Le pointillisme de Guillaume Lhopital

Guillaume Lhopital, né en 1987 à Morlaix et installé en Dordogne, est un artiste peintre qui renouvelle le pointillisme. Son univers révèle des distorsions visuelles par l’utilisation de couleurs vives. L’art de Guillaume Lhopital exerce notre œil à assimiler des taches de couleurs d’une large gamme chromatique. Rencontre.

 

/// Eléonore Blanc

L’artiste explique avoir découvert la peinture « à la fin du mois de mai 2019, souffrant alors d’une hernie discale. J’ai décidé d’emprunter le kit de peinture de ma délicieuse épouse afin que mes journées paraissent moins longues ».Les travaux de Georges Seurat et de Paul Signac l’ont toujours fascinés.

 

 « J’ai essayé à mon niveau de leur emprunter cette technique dite du pointillisme. L’idée de partir d’un point et de devoir prendre du recul pour voir un tout me plaît ».

 

Et c’est ce qui nous fascine aussi. Chaque point possède une relation avec les autres, qui forme un visuel singulier. Nous observons une palette vive, des aplats réguliers et un véritable travail de la matière. La toile disparaît sous les couches de peinture, qui donnent un relief précieux au support.

 

Guillaume Lhopital, 11, huile sur toile ©Guillaume Lhopital

 

Le mouvement est primordial dans ces créations. Des personnages, aux formes primaires, sont entourés d’une peinture qui danse.
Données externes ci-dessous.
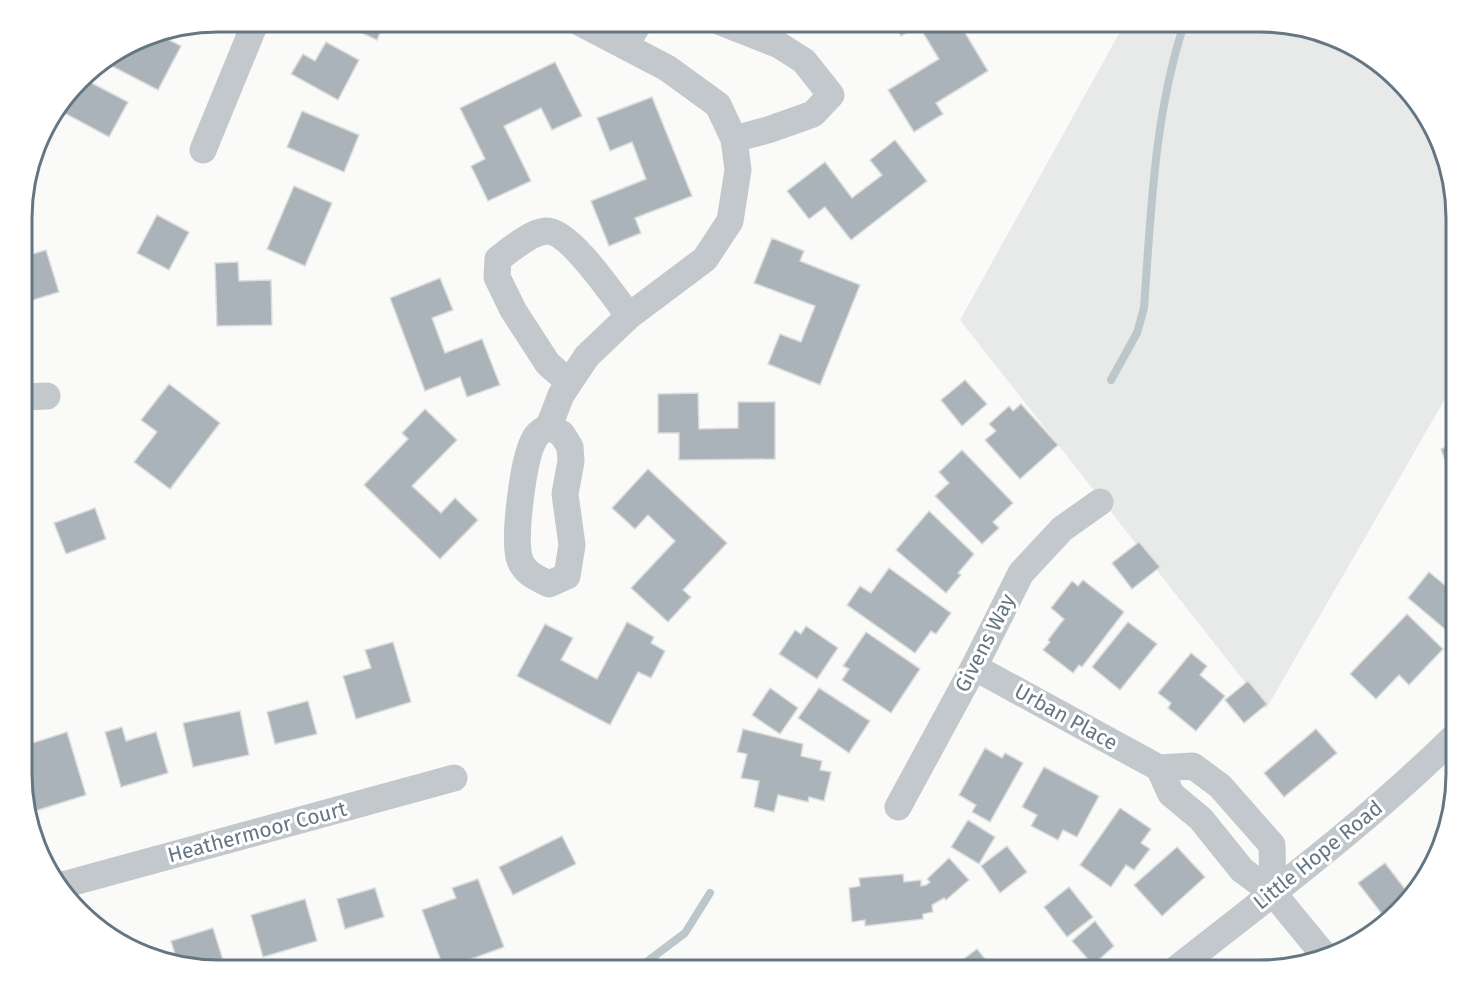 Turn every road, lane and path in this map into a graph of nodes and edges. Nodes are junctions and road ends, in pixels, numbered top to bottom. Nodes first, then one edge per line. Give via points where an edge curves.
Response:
1 (251, 32) edge
2 (600, 32) edge
3 (633, 32) edge
4 (746, 32) edge
5 (625, 45) junction
6 (734, 138) junction
7 (203, 150) dead end
8 (629, 316) junction
9 (569, 382) junction
10 (549, 426) junction
11 (1100, 502) dead end
12 (974, 667) junction
13 (1445, 746) edge
14 (1159, 768) junction
15 (454, 778) dead end
16 (898, 807) dead end
17 (68, 884) edge
18 (1273, 893) junction
19 (1320, 950) edge
20 (1189, 959) edge

1 - 7 street
2 - 5 street
3 - 5 street
4 - 6 street via 779,45 804,61 831,96 813,114
5 - 6 street via 667,68 718,105
6 - 8 street via 738,170 730,221 705,259
8 - 9 street via 587,356
8 - 9 street via 579,252 561,236 546,231 527,238 498,259 497,277 513,310 548,364
9 - 10 street
10 - 10 street via 535,437 518,512 519,558 528,573 549,584 567,576 572,545 565,494 572,461 570,447
11 - 12 street, Givens Way via 1062,529 1021,573
12 - 14 street, Urban Place
12 - 16 street, Givens Way
13 - 18 street, Little Hope Road
14 - 18 street via 1171,794 1201,819 1242,870
14 - 18 street via 1193,766 1220,786 1272,845
15 - 17 street, Heathermoor Court
18 - 19 street
18 - 20 street, Little Hope Road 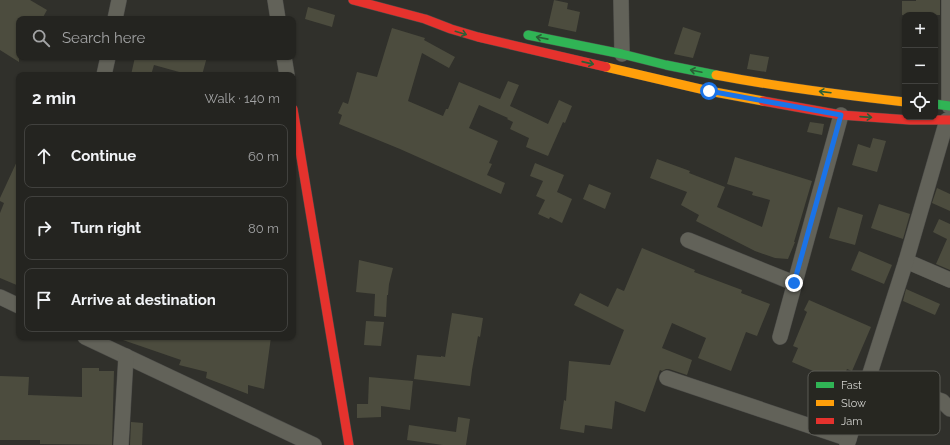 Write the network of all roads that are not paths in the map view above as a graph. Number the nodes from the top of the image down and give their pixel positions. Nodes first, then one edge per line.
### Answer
1 (119, 0) edge
2 (275, 0) edge
3 (353, 0) edge
4 (621, 0) edge
5 (949, 0) edge
6 (116, 16) edge
7 (278, 16) edge
8 (425, 19) junction
9 (460, 22) dead end
10 (520, 34) dead end
11 (622, 54) junction
12 (107, 60) edge
13 (284, 60) edge
14 (105, 72) edge
15 (286, 72) edge
16 (902, 102) edge
17 (946, 111) edge
18 (841, 115) junction
19 (296, 127) edge
20 (688, 240) dead end
21 (906, 261) junction
22 (950, 280) edge
23 (794, 283) junction
24 (0, 297) edge
25 (16, 305) edge
26 (780, 337) dead end
27 (92, 340) edge
28 (126, 356) junction
29 (872, 371) edge
30 (667, 378) dead end
31 (940, 400) edge
32 (950, 409) edge
33 (808, 428) edge
34 (828, 435) edge
35 (848, 442) edge
36 (311, 444) edge
37 (121, 445) edge
38 (349, 445) edge

1 - 6 street
2 - 7 street
3 - 8 main road
4 - 11 street
5 - 17 street
8 - 9 main road
8 -> 18 main road
11 -> 10 main road
16 -> 11 main road
12 - 14 street
13 - 15 street
18 -> 17 main road
17 - 21 street
18 - 23 street
19 - 38 main road
20 - 23 street
21 - 22 street
21 - 29 street
23 - 26 street
24 - 25 street
27 - 28 street
28 - 36 street
28 - 37 street
30 - 33 street
31 - 32 street
34 - 35 street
Les thèmes sont variés. Guillaume Lhopital s’inspire des corps de femme, de visages, mais aussi de certains animaux comme le flamand rose. Parfois, on retrouve des formes géométriques, des cubes qui s’entrechoquent sur la toile.

 

Guillaume Lhopital, 1491, Huile sur toile ©Guillaume Lhopital

 

L’artiste a collaboré avec la galerie londonienne Hansford and sons en 2019, puis avec la galerie parisienne Libre est l’art en 2020 et depuis peu, avec la galerie Les Grins d’art dans le Sud-Ouest. Ses collaborations variées sont représentatives de sa façon de concevoir l’art comme un univers qui se nourrit de rencontres et d’objets inspirants. Comme sa toile préférée « 62 » qui est un autoportrait, le résume.

 

« Ce n’est pas tant qui m’inspire, c’est surtout quoi ; des formes, des ombres, des arbres… Les visages de mes personnages me sont venus en observant mon portail en fer forgé, j’ai aussi eu l’idée d’une toile en observant une rallonge électrique chez un ami ».

 

Ses toiles sont empreintes de mystère. Nous pouvons observer des visages inconnus, qui semblent pourtant nous évoquer quelques souvenirs ou des regards immobiles qui nous questionne.